The Autumn 2021 Budget hailed big changes in the world of alcohol policy, with the announcement of a revamp to the alcohol duty system. The Alcohol Health Alliance has long campaigned for the strongest products to pay the highest taxes and welcomed the principles outlined in the review that would help protect public health. Our response can be read here. In this blog, public health campaigner, Habib Kadiri, takes a closer look at the details of the plans and areas in which there may be room for improvement.
Delayed gratification, the feeling of getting what you asked for after years of tirelessly pushing for it, is something public health (alcohol) campaigners must be used to now, what with the gestation period for minimum unit pricing in Scotland prolonged by an epic legal challenge, and the announcement from chancellor Rishi Sunak of a radical simplification of the alcohol excise duties structure in the 2021 Budget.
At the House of Commons dispatch box, Sunak declared the new commonsense principle: ‘The stronger the drink, the higher the rate’, a policy rarity in that it garners the nodding agreement of organisations as opposite as the Alcohol Health Alliance UK and the Institute of Economic Affairs.
But the chancellor had more tricks up his sleeve, which potentially could leave a bittersweet taste in the mouth of those who see the taxation issue from a health and social cost angle rather than a purely economic one.
For example, Sunak announced sparkling wine duties would fall in line with still wines, causing some commentators to question the political motives behind the move.

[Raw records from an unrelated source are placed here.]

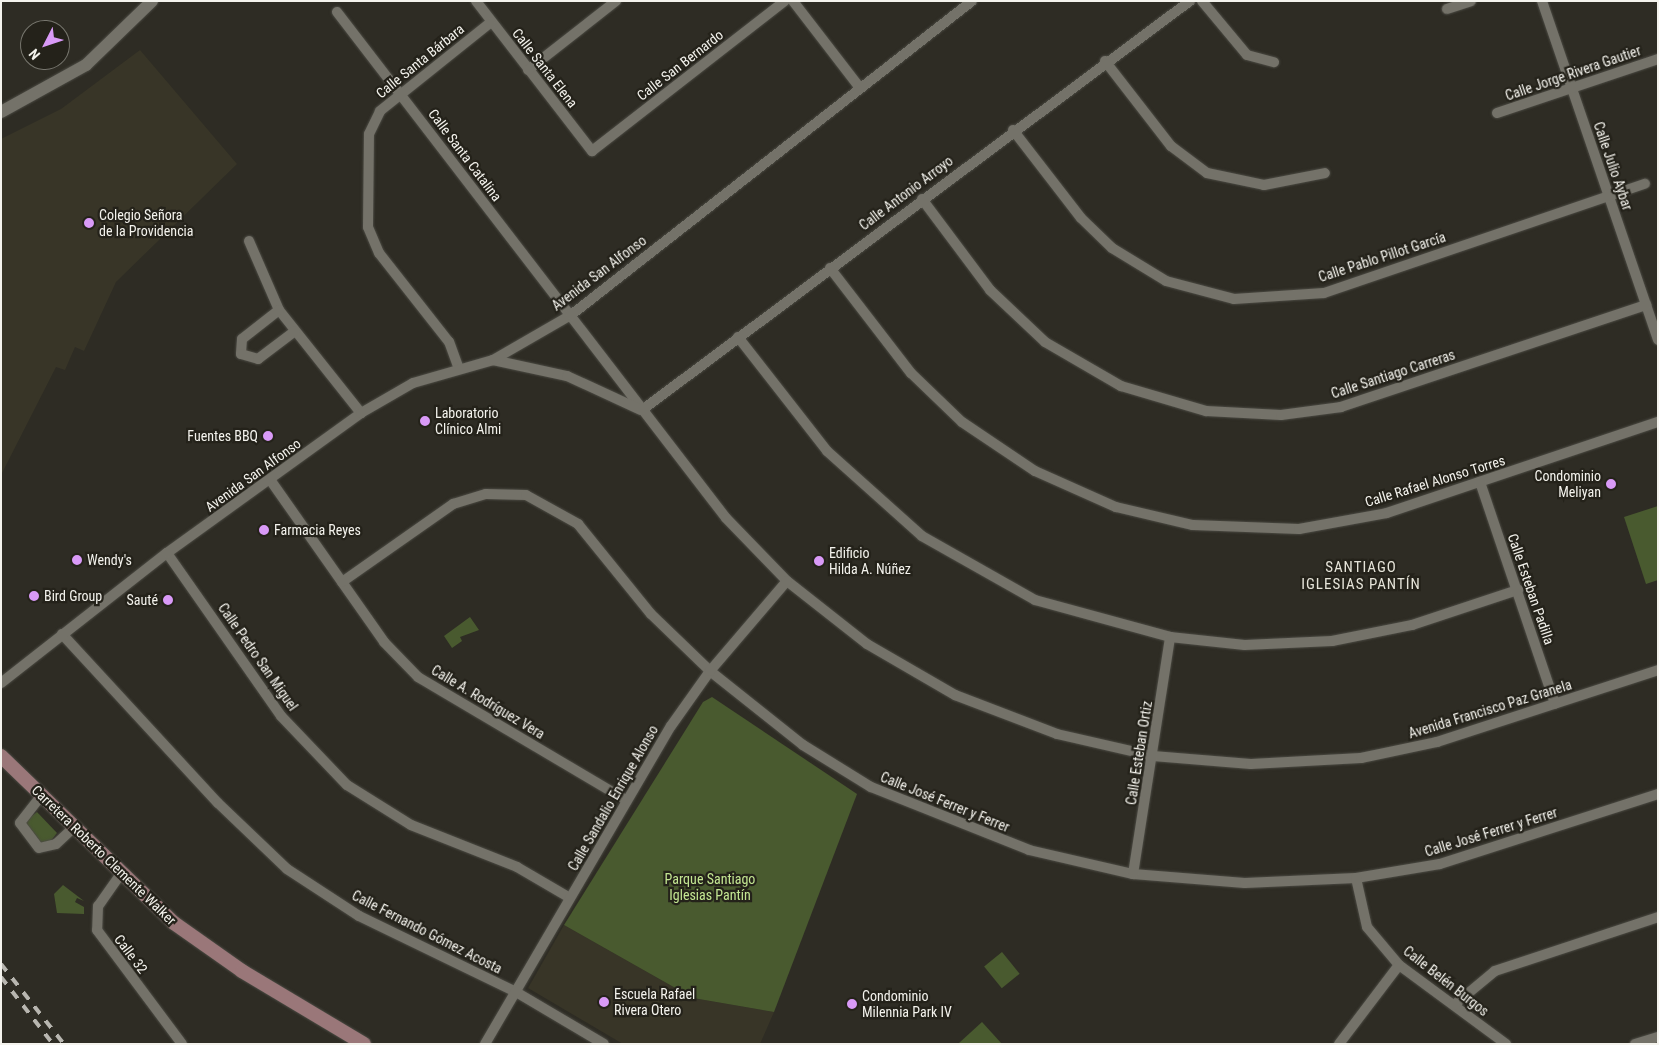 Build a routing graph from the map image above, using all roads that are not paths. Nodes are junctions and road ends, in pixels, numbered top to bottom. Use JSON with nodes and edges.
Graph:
{"nodes":[{"id":1,"x":152,"y":1,"type":"edge"},
{"id":2,"x":476,"y":1,"type":"edge"},
{"id":3,"x":616,"y":1,"type":"edge"},
{"id":4,"x":785,"y":1,"type":"edge"},
{"id":5,"x":793,"y":1,"type":"edge"},
{"id":6,"x":972,"y":1,"type":"edge"},
{"id":7,"x":1190,"y":1,"type":"edge"},
{"id":8,"x":1202,"y":1,"type":"edge"},
{"id":9,"x":1471,"y":1,"type":"edge"},
{"id":10,"x":1542,"y":1,"type":"edge"},
{"id":11,"x":1448,"y":9,"type":"dead end"},
{"id":12,"x":337,"y":12,"type":"dead end"},
{"id":13,"x":491,"y":22,"type":"junction"},
{"id":14,"x":1658,"y":59,"type":"edge"},
{"id":15,"x":1105,"y":61,"type":"junction"},
{"id":16,"x":1274,"y":62,"type":"dead end"},
{"id":17,"x":528,"y":70,"type":"junction"},
{"id":18,"x":860,"y":88,"type":"junction"},
{"id":19,"x":1572,"y":88,"type":"junction"},
{"id":20,"x":401,"y":93,"type":"junction"},
{"id":21,"x":1,"y":112,"type":"edge"},
{"id":22,"x":1497,"y":114,"type":"dead end"},
{"id":23,"x":1013,"y":130,"type":"junction"},
{"id":24,"x":592,"y":151,"type":"joint"},
{"id":25,"x":1325,"y":172,"type":"dead end"},
{"id":26,"x":1644,"y":184,"type":"dead end"},
{"id":27,"x":1609,"y":196,"type":"junction"},
{"id":28,"x":922,"y":199,"type":"junction"},
{"id":29,"x":249,"y":241,"type":"dead end"},
{"id":30,"x":830,"y":268,"type":"junction"},
{"id":31,"x":1646,"y":305,"type":"junction"},
{"id":32,"x":279,"y":310,"type":"junction"},
{"id":33,"x":571,"y":315,"type":"junction"},
{"id":34,"x":295,"y":331,"type":"junction"},
{"id":35,"x":738,"y":337,"type":"junction"},
{"id":36,"x":1658,"y":340,"type":"edge"},
{"id":37,"x":493,"y":360,"type":"junction"},
{"id":38,"x":459,"y":368,"type":"junction"},
{"id":39,"x":642,"y":410,"type":"junction"},
{"id":40,"x":361,"y":413,"type":"junction"},
{"id":41,"x":1658,"y":422,"type":"edge"},
{"id":42,"x":271,"y":481,"type":"junction"},
{"id":43,"x":1480,"y":482,"type":"junction"},
{"id":44,"x":167,"y":553,"type":"junction"},
{"id":45,"x":787,"y":581,"type":"junction"},
{"id":46,"x":342,"y":582,"type":"junction"},
{"id":47,"x":1518,"y":590,"type":"junction"},
{"id":48,"x":62,"y":634,"type":"junction"},
{"id":49,"x":1170,"y":638,"type":"junction"},
{"id":50,"x":1658,"y":670,"type":"edge"},
{"id":51,"x":710,"y":671,"type":"junction"},
{"id":52,"x":1,"y":683,"type":"edge"},
{"id":53,"x":1555,"y":704,"type":"junction"},
{"id":54,"x":1,"y":756,"type":"edge"},
{"id":55,"x":1153,"y":756,"type":"junction"},
{"id":56,"x":1658,"y":794,"type":"edge"},
{"id":57,"x":40,"y":796,"type":"junction"},
{"id":58,"x":626,"y":800,"type":"junction"},
{"id":59,"x":73,"y":828,"type":"junction"},
{"id":60,"x":120,"y":874,"type":"junction"},
{"id":61,"x":1133,"y":874,"type":"junction"},
{"id":62,"x":1356,"y":878,"type":"junction"},
{"id":63,"x":570,"y":898,"type":"junction"},
{"id":64,"x":1658,"y":917,"type":"edge"},
{"id":65,"x":1398,"y":965,"type":"junction"},
{"id":66,"x":516,"y":992,"type":"junction"},
{"id":67,"x":1454,"y":1005,"type":"junction"},
{"id":68,"x":1658,"y":1037,"type":"edge"},
{"id":69,"x":182,"y":1044,"type":"edge"},
{"id":70,"x":364,"y":1044,"type":"edge"},
{"id":71,"x":484,"y":1044,"type":"edge"},
{"id":72,"x":604,"y":1044,"type":"edge"},
{"id":73,"x":1339,"y":1044,"type":"edge"},
{"id":74,"x":1506,"y":1044,"type":"edge"},
{"id":75,"x":1635,"y":1044,"type":"edge"}],
"edges":[{"from":1,"to":21,"type":"street"},
{"from":2,"to":13,"type":"street","name":"Calle Santa Elena"},
{"from":3,"to":17,"type":"street"},
{"from":4,"to":24,"type":"street","name":"Calle San Bernardo"},
{"from":5,"to":18,"type":"street"},
{"from":6,"to":18,"type":"street","name":"Avenida San Alfonso"},
{"from":7,"to":15,"type":"street","name":"Calle Antonio Arroyo"},
{"from":8,"to":16,"type":"street"},
{"from":9,"to":11,"type":"street"},
{"from":10,"to":19,"type":"street","name":"Calle Julio Aybar"},
{"from":12,"to":20,"type":"street","name":"Calle Santa Catalina"},
{"from":13,"to":17,"type":"street","name":"Calle Santa Elena"},
{"from":13,"to":20,"type":"street","name":"Calle Santa Bárbara"},
{"from":14,"to":19,"type":"street","name":"Calle Jorge Rivera Gautier"},
{"from":15,"to":23,"type":"street","name":"Calle Antonio Arroyo"},
{"from":15,"to":25,"type":"street"},
{"from":17,"to":24,"type":"street","name":"Calle Santa Elena"},
{"from":18,"to":33,"type":"street","name":"Avenida San Alfonso"},
{"from":19,"to":22,"type":"street","name":"Calle Jorge Rivera Gautier"},
{"from":19,"to":27,"type":"street","name":"Calle Julio Aybar"},
{"from":20,"to":33,"type":"street","name":"Calle Santa Catalina"},
{"from":20,"to":38,"type":"street","name":"Calle Santa Bárbara"},
{"from":23,"to":27,"type":"street","name":"Calle Pablo Pillot García"},
{"from":23,"to":28,"type":"street","name":"Calle Antonio Arroyo"},
{"from":26,"to":27,"type":"street","name":"Calle Pablo Pillot García"},
{"from":27,"to":31,"type":"street","name":"Calle Julio Aybar"},
{"from":28,"to":30,"type":"street","name":"Calle Antonio Arroyo"},
{"from":28,"to":31,"type":"street","name":"Calle Santiago Carreras"},
{"from":29,"to":32,"type":"street"},
{"from":30,"to":35,"type":"street","name":"Calle Antonio Arroyo"},
{"from":30,"to":43,"type":"street","name":"Calle Rafael Alonso Torres"},
{"from":31,"to":36,"type":"street","name":"Calle Julio Aybar"},
{"from":32,"to":34,"type":"street"},
{"from":32,"to":34,"type":"street"},
{"from":33,"to":37,"type":"street","name":"Avenida San Alfonso"},
{"from":33,"to":39,"type":"street","name":"Avenida Francisco Paz Granela"},
{"from":34,"to":40,"type":"street"},
{"from":35,"to":39,"type":"street","name":"Calle Antonio Arroyo"},
{"from":35,"to":49,"type":"street"},
{"from":37,"to":38,"type":"street","name":"Avenida San Alfonso"},
{"from":37,"to":39,"type":"street","name":"Avenida Francisco Paz Granela"},
{"from":38,"to":40,"type":"street","name":"Avenida San Alfonso"},
{"from":39,"to":45,"type":"street","name":"Avenida Francisco Paz Granela"},
{"from":40,"to":42,"type":"street","name":"Avenida San Alfonso"},
{"from":41,"to":43,"type":"street","name":"Calle Rafael Alonso Torres"},
{"from":42,"to":44,"type":"street","name":"Avenida San Alfonso"},
{"from":42,"to":46,"type":"street","name":"Calle A. Rodríguez Vera"},
{"from":43,"to":47,"type":"street","name":"Calle Esteban Padilla"},
{"from":44,"to":48,"type":"street","name":"Avenida San Alfonso"},
{"from":44,"to":63,"type":"street","name":"Calle Pedro San Miguel"},
{"from":45,"to":51,"type":"street","name":"Calle Sandalio Enrique Alonso"},
{"from":45,"to":55,"type":"street","name":"Avenida Francisco Paz Granela"},
{"from":46,"to":51,"type":"street","name":"Calle José Ferrer y Ferrer"},
{"from":46,"to":58,"type":"street","name":"Calle A. Rodríguez Vera"},
{"from":47,"to":49,"type":"street"},
{"from":47,"to":53,"type":"street","name":"Calle Esteban Padilla"},
{"from":48,"to":52,"type":"street","name":"Avenida San Alfonso"},
{"from":48,"to":66,"type":"street","name":"Calle Fernando Gómez Acosta"},
{"from":49,"to":55,"type":"street","name":"Calle Esteban Ortiz"},
{"from":50,"to":53,"type":"street","name":"Avenida Francisco Paz Granela"},
{"from":51,"to":58,"type":"street","name":"Calle Sandalio Enrique Alonso"},
{"from":51,"to":61,"type":"street","name":"Calle José Ferrer y Ferrer"},
{"from":53,"to":55,"type":"street","name":"Avenida Francisco Paz Granela"},
{"from":54,"to":57,"type":"main road","name":"Carretera Roberto Clemente Walker"},
{"from":55,"to":61,"type":"street","name":"Calle Esteban Ortiz"},
{"from":56,"to":62,"type":"street","name":"Calle José Ferrer y Ferrer"},
{"from":57,"to":59,"type":"main road","name":"Carretera Roberto Clemente Walker"},
{"from":57,"to":59,"type":"street"},
{"from":58,"to":63,"type":"street","name":"Calle Sandalio Enrique Alonso"},
{"from":59,"to":60,"type":"main road","name":"Carretera Roberto Clemente Walker"},
{"from":60,"to":69,"type":"street","name":"Calle 32"},
{"from":60,"to":70,"type":"main road","name":"Carretera Roberto Clemente Walker"},
{"from":61,"to":62,"type":"street","name":"Calle José Ferrer y Ferrer"},
{"from":62,"to":65,"type":"street","name":"Calle Belén Burgos"},
{"from":63,"to":66,"type":"street","name":"Calle Sandalio Enrique Alonso"},
{"from":64,"to":67,"type":"street"},
{"from":65,"to":67,"type":"street","name":"Calle Belén Burgos"},
{"from":65,"to":73,"type":"street"},
{"from":66,"to":71,"type":"street","name":"Calle Sandalio Enrique Alonso"},
{"from":66,"to":72,"type":"street","name":"Calle Fernando Gómez Acosta"},
{"from":67,"to":74,"type":"street","name":"Calle Belén Burgos"},
{"from":68,"to":75,"type":"street"}]}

But perhaps the true politics behind the move is simply ideological – low taxes are good, no matter the consequences. Sparkling wine is simply one of many alcoholic beverages to be taxed at a lower rate from 2023. And this is the part that ought to alarm public health campaigners, for after a passing mention of a small increase in some rates for cheap high strength undertaxed drinks, Sunak went on to frame the rest of his pronouncements entirely in terms of entrepreneurialism, helping people with the cost of living, and freedom from the duty strictures of the European Union (EU).
This is a potential problem on several fronts. To take the ‘Brexit’ claim first, EU Member States are permitted to value their taxes on alcoholic beverages within bands set at Commission level. So where the UK once had one of the highest excise rates for beers and wines of all Member States, it was by choice, albeit within defined limits, but the chancellor always had enough wriggle room to do some of the things he announced in this Budget, if not quite reset alcohol duty tax levels to the extent he has now.
Secondly, the support for measures that boost public health may pale in comparison with that for entrepreneurial ventures in the alcohol industry. Take the cider sector, whose new duty rate will remain half that of beer.
Where the move to raise duties for an undertaxed alcoholic beverage is welcome, it is not nearly enough to be sure that its impact won’t be undercut by the effects of additional relief for small cider producers. This is reflected in the comment made by public health alcohol expert Dr Peter Rice in the immediate aftermath of the Budget announcement.
Speaking of cumulative impact, the chancellor’s brave new tax regime will see revenues from alcohol duties decline further than they already have through successive predecessors’ freezing and slashing duties in one form or another since 2012. Thanks to this and another cancellation of alcohol duties, Sunak delivered the promise of a tax cut worth £3bn (by 2026/27) as though he didn’t need the money to pay for public services such as the NHS that will have to deal with the social and health harms from excessive alcohol consumption.
It is an odd move to pull during the Austerity years when the public are told that the government needs to pay down its deficits, odder still considering the relative inelasticity of demand for alcohol during a pandemic (as found by the Office for Budget Responsibility when it said alcohol consumption was one of the few tax bases left ‘relatively unscathed’ by the COVID-19 pandemic), and weirdest of all considering that we’ve witnessed new record highs in deaths caused by alcohol in the last year in both England and Wales (since 2001) and Scotland (since 2008).
And it would seem downright dangerous to think that only raising taxes for high strength drinks will be enough to deal with all of this. Given that the loss in receipts from closures of pubs and restaurants ‘has been more than offset by higher sales in supermarkets and other shops’, perhaps Budget Day would have been an opportune moment for chancellor Sunak to announce minimum unit pricing as part of his pricing reforms, to help limit further rises in alcohol-related health and social harms in the coming years.
But perhaps I am missing the point. Low taxes are good, no matter the consequences, right?
Written by Habib Kadiri
This blog was published with the permission of the author. The views expressed are solely the author’s own and do not necessarily represent the views of the Alcohol Health Alliance or its members.